[[ RECORDS SHOWN open ]]
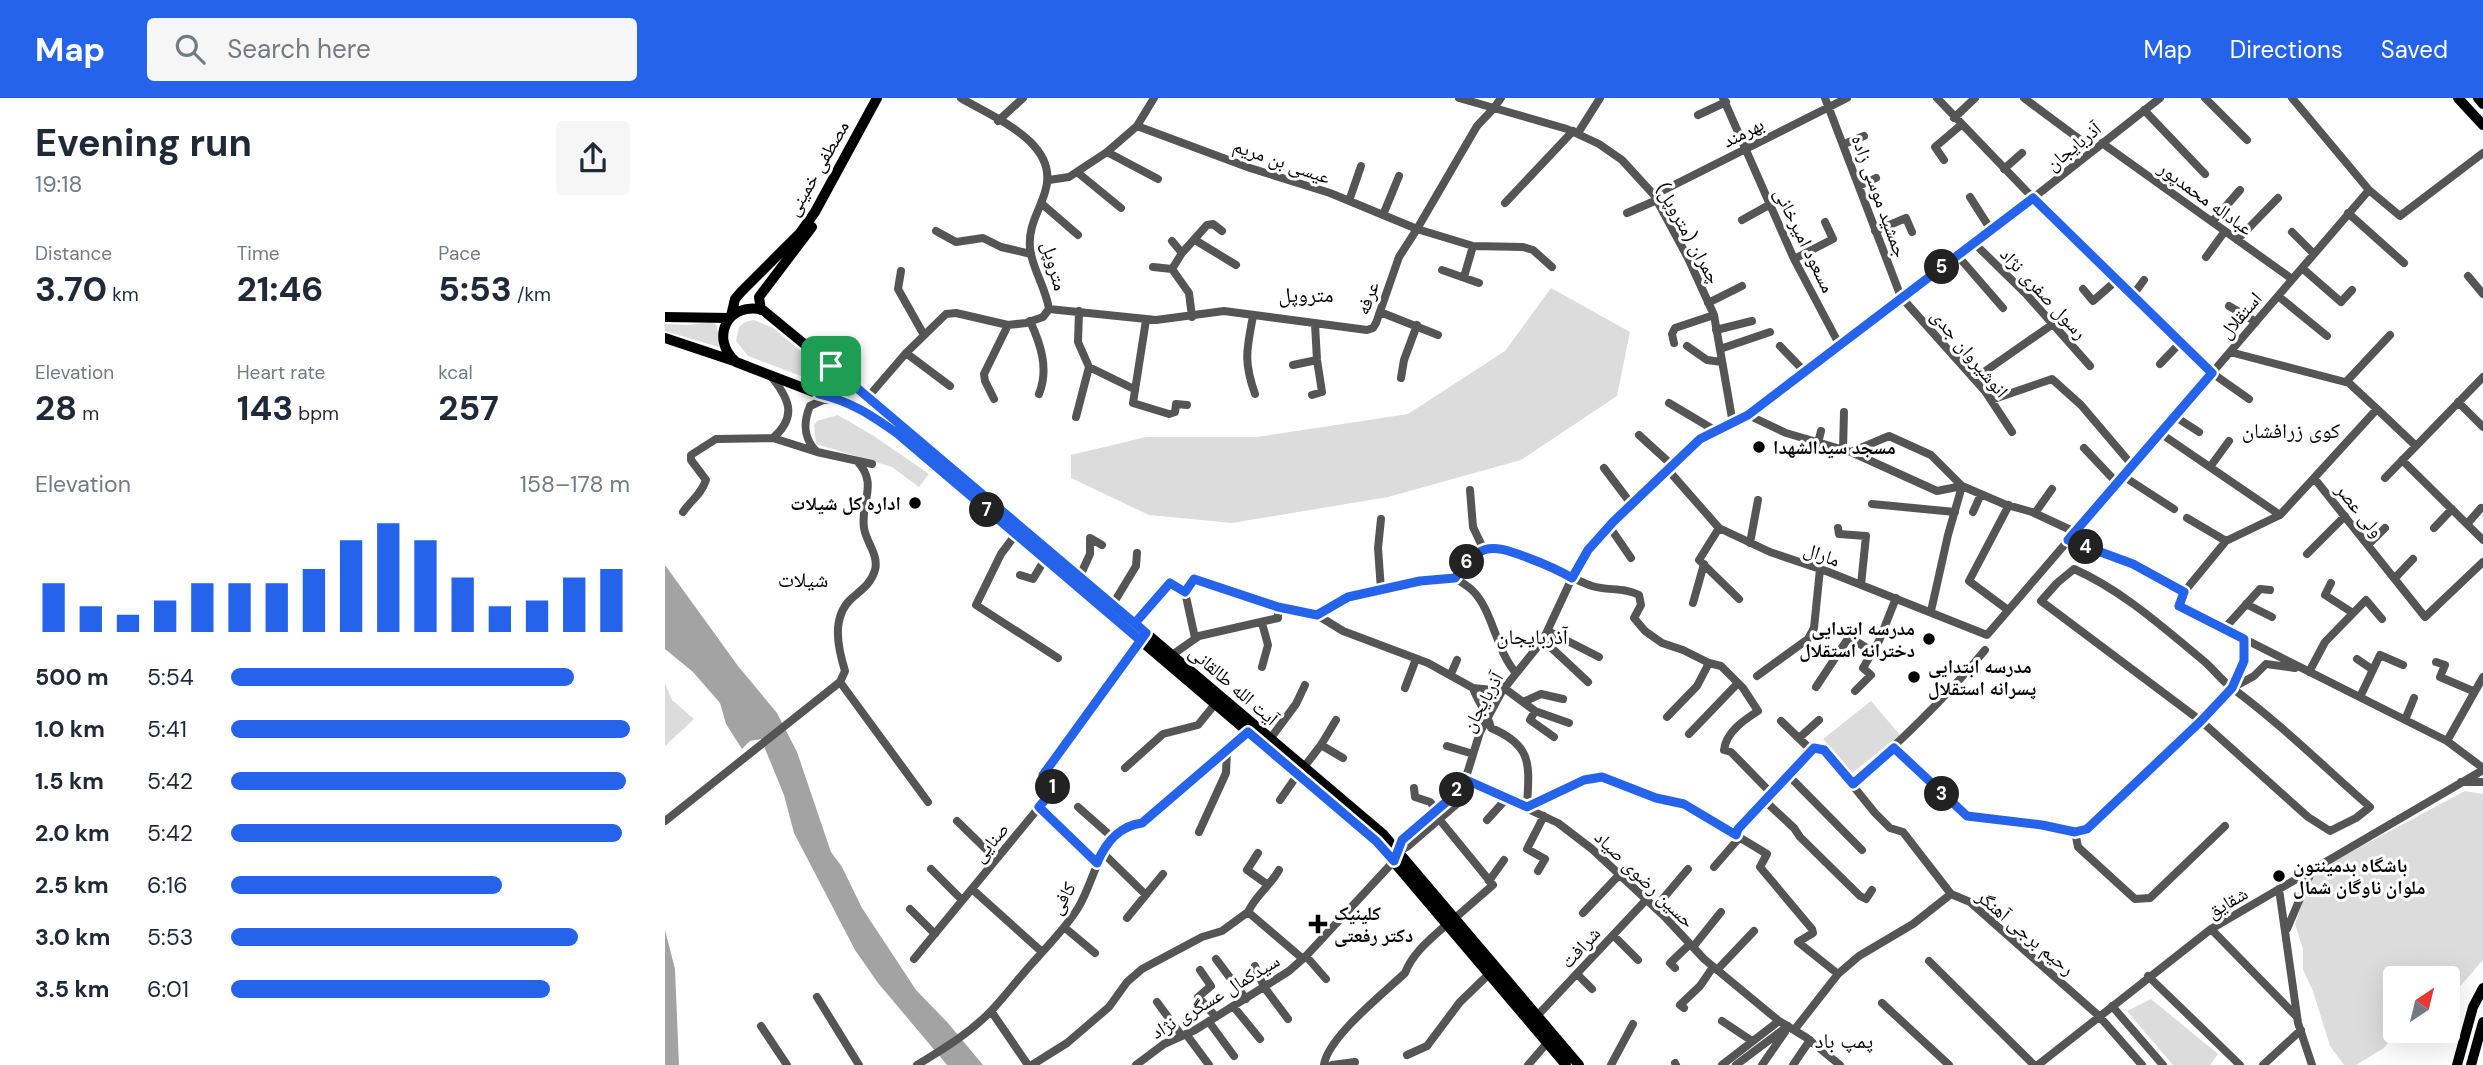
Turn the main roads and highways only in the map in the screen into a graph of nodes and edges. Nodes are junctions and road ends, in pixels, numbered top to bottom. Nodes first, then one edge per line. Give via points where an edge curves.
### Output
1 (877, 98) edge
2 (884, 98) edge
3 (2458, 98) edge
4 (2478, 98) edge
5 (2483, 104) edge
6 (2483, 125) edge
7 (747, 285) junction
8 (759, 297) junction
9 (761, 310) junction
10 (665, 317) edge
11 (730, 317) junction
12 (665, 338) edge
13 (736, 362) junction
14 (831, 366) junction
15 (852, 384) junction
16 (819, 394) junction
17 (856, 406) junction
18 (1143, 637) junction
19 (1301, 771) junction
20 (1451, 921) junction
21 (2483, 988) edge
22 (2483, 1022) edge
23 (2481, 1035) edge
24 (1566, 1065) edge
25 (1579, 1065) edge
26 (2457, 1065) edge
27 (2471, 1065) edge

1 - 7 main road, مصطفی خمینی via 815,212
2 - 8 main road, مصطفی خمینی via 814,224
3 - 6 main road
4 - 5 main road
7 - 8 main road via 748,296
7 - 11 main road, مصطفی خمینی via 735,299
8 - 9 main road
9 - 11 main road via 749,308
9 - 14 main road, آیت الله طالقانی
10 - 11 main road
11 - 13 main road via 724,345
12 - 13 main road, آیت الله طالقانی
13 - 16 main road, آیت الله طالقانی
14 - 15 main road, آیت الله طالقانی
14 - 16 main road via 835,382
15 - 17 main road via 845,392
15 - 18 main road, آیت الله طالقانی via 1135,623
16 - 17 main road, آیت الله طالقانی
17 - 18 main road, آیت الله طالقانی via 898,434
18 - 19 main road, آیت الله طالقانی via 1248,732
18 - 19 main road, آیت الله طالقانی via 1172,655 1270,738
19 - 20 main road, آیت الله طالقانی via 1383,834
20 - 24 main road, آیت الله طالقانی
20 - 25 main road, آیت الله طالقانی
21 - 26 main road
22 - 23 main road
23 - 27 main road

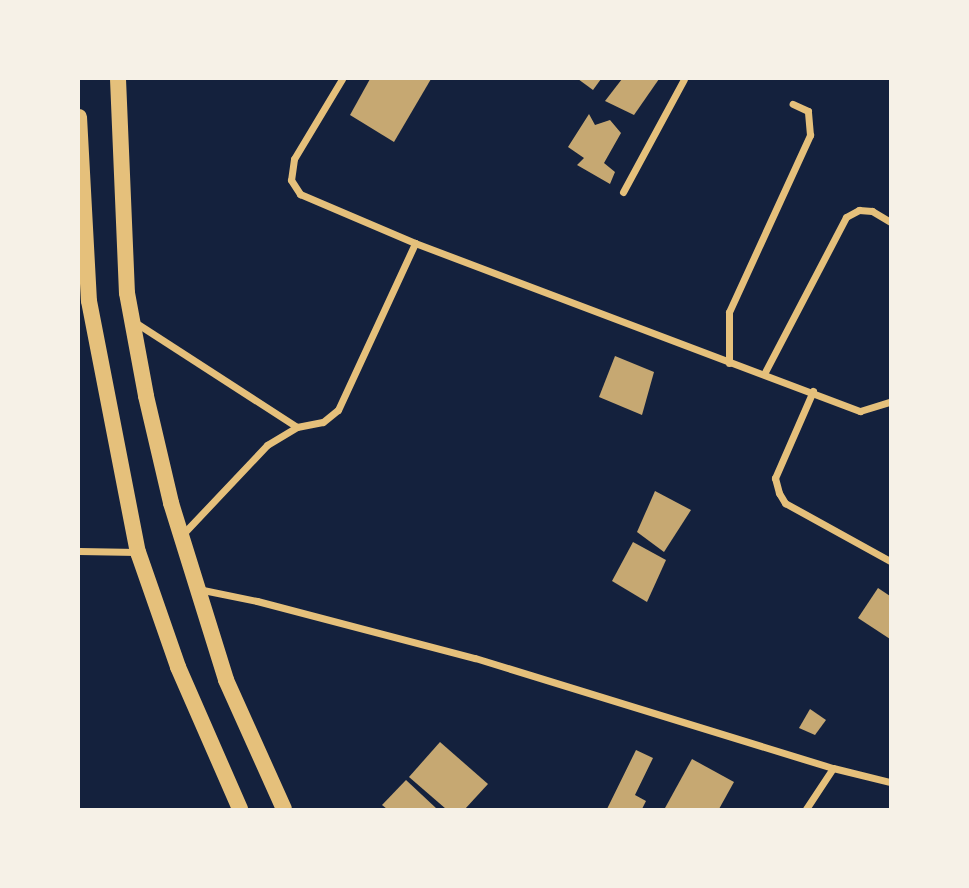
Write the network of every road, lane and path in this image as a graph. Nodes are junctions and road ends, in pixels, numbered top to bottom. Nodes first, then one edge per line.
1 (117, 79) edge
2 (342, 79) edge
3 (684, 79) edge
4 (793, 104) dead end
5 (79, 117) edge
6 (623, 192) dead end
7 (890, 222) edge
8 (415, 243) junction
9 (84, 298) edge
10 (132, 320) junction
11 (729, 363) junction
12 (764, 374) junction
13 (813, 391) junction
14 (890, 401) edge
15 (297, 426) junction
16 (181, 536) junction
17 (79, 551) edge
18 (138, 552) junction
19 (890, 561) edge
20 (197, 589) junction
21 (833, 768) junction
22 (890, 782) edge
23 (240, 809) edge
24 (284, 809) edge
25 (806, 809) edge

1 - 10 main road
2 - 8 street
3 - 6 street
4 - 11 street
5 - 9 main road
7 - 12 street
8 - 11 street
8 - 15 street
9 - 18 main road
10 - 15 street
10 - 16 main road
11 - 12 street
12 - 13 street
13 - 14 street
13 - 19 street
15 - 16 street
16 - 20 main road
17 - 18 street
18 - 23 main road
20 - 21 street
20 - 24 main road
21 - 22 street
21 - 25 street

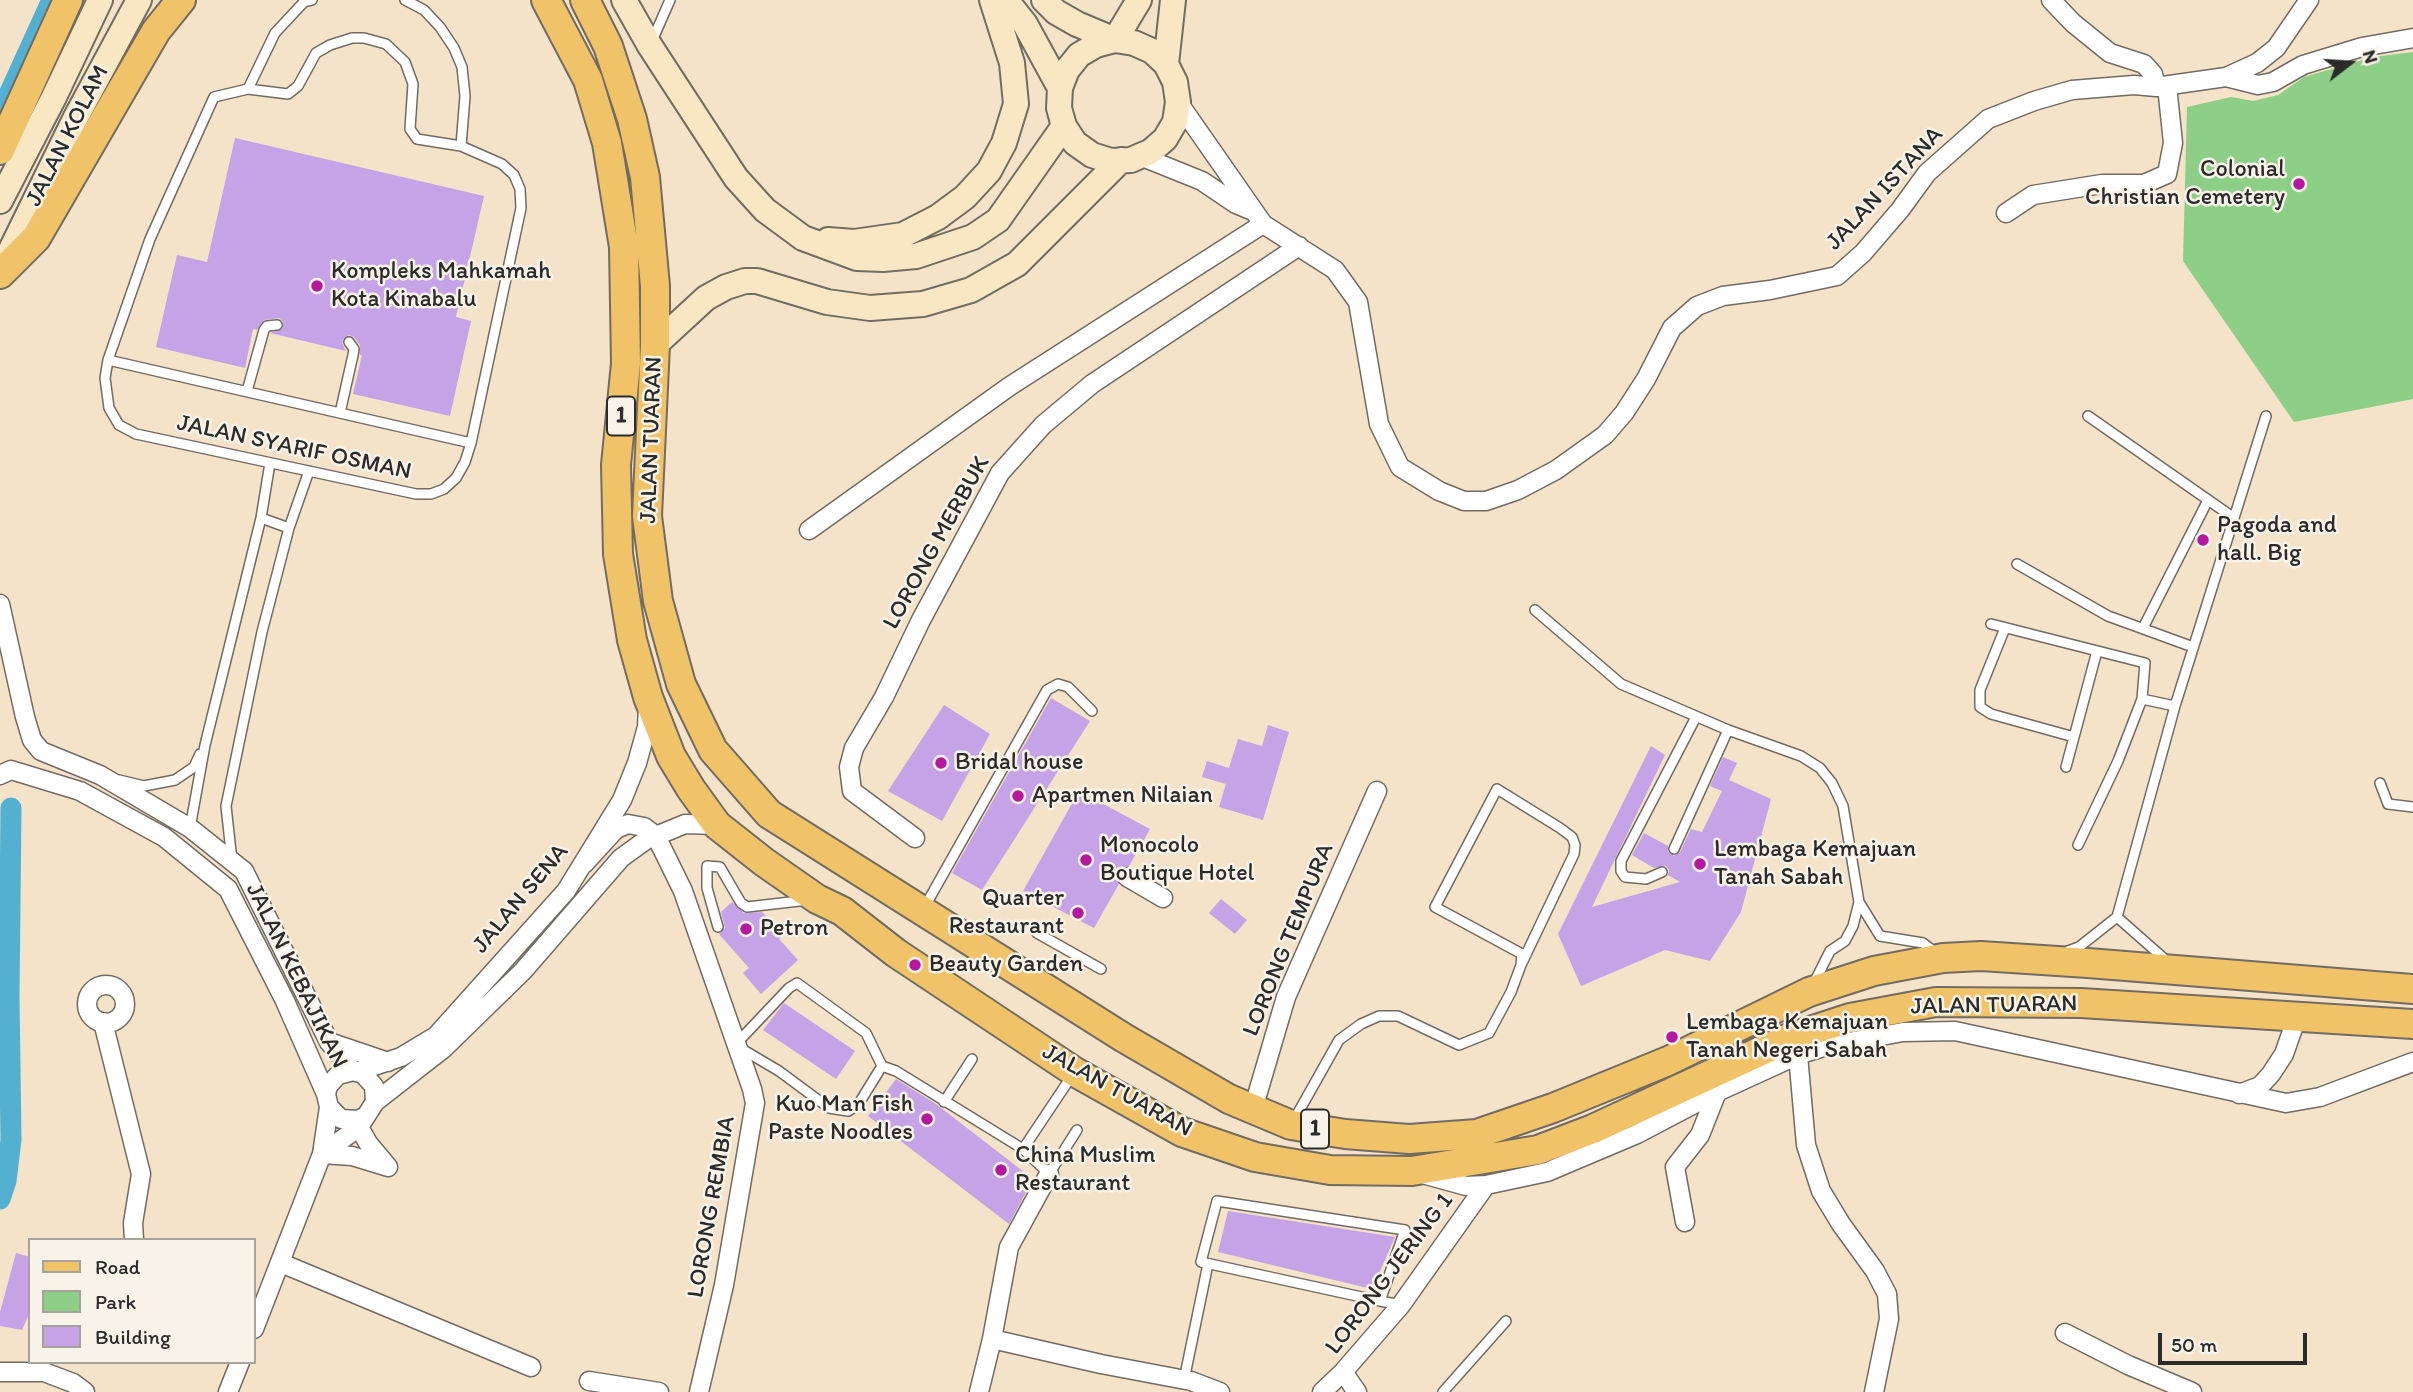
[[ RECORDS SHOWN closed ]]
EXERCISE GOAL: With the pictures left out, copy exactly the lines from the line holding "Write the network" through the final line of the records, including both.

SOLUTION BELOW:
Write the network of every road, lane and path in this image as a graph. Nodes are junctions and road ends, in pixels, numbered top to bottom. Nodes first, then one edge per line.
1 (117, 79) edge
2 (342, 79) edge
3 (684, 79) edge
4 (793, 104) dead end
5 (79, 117) edge
6 (623, 192) dead end
7 (890, 222) edge
8 (415, 243) junction
9 (84, 298) edge
10 (132, 320) junction
11 (729, 363) junction
12 (764, 374) junction
13 (813, 391) junction
14 (890, 401) edge
15 (297, 426) junction
16 (181, 536) junction
17 (79, 551) edge
18 (138, 552) junction
19 (890, 561) edge
20 (197, 589) junction
21 (833, 768) junction
22 (890, 782) edge
23 (240, 809) edge
24 (284, 809) edge
25 (806, 809) edge

1 - 10 main road
2 - 8 street
3 - 6 street
4 - 11 street
5 - 9 main road
7 - 12 street
8 - 11 street
8 - 15 street
9 - 18 main road
10 - 15 street
10 - 16 main road
11 - 12 street
12 - 13 street
13 - 14 street
13 - 19 street
15 - 16 street
16 - 20 main road
17 - 18 street
18 - 23 main road
20 - 21 street
20 - 24 main road
21 - 22 street
21 - 25 street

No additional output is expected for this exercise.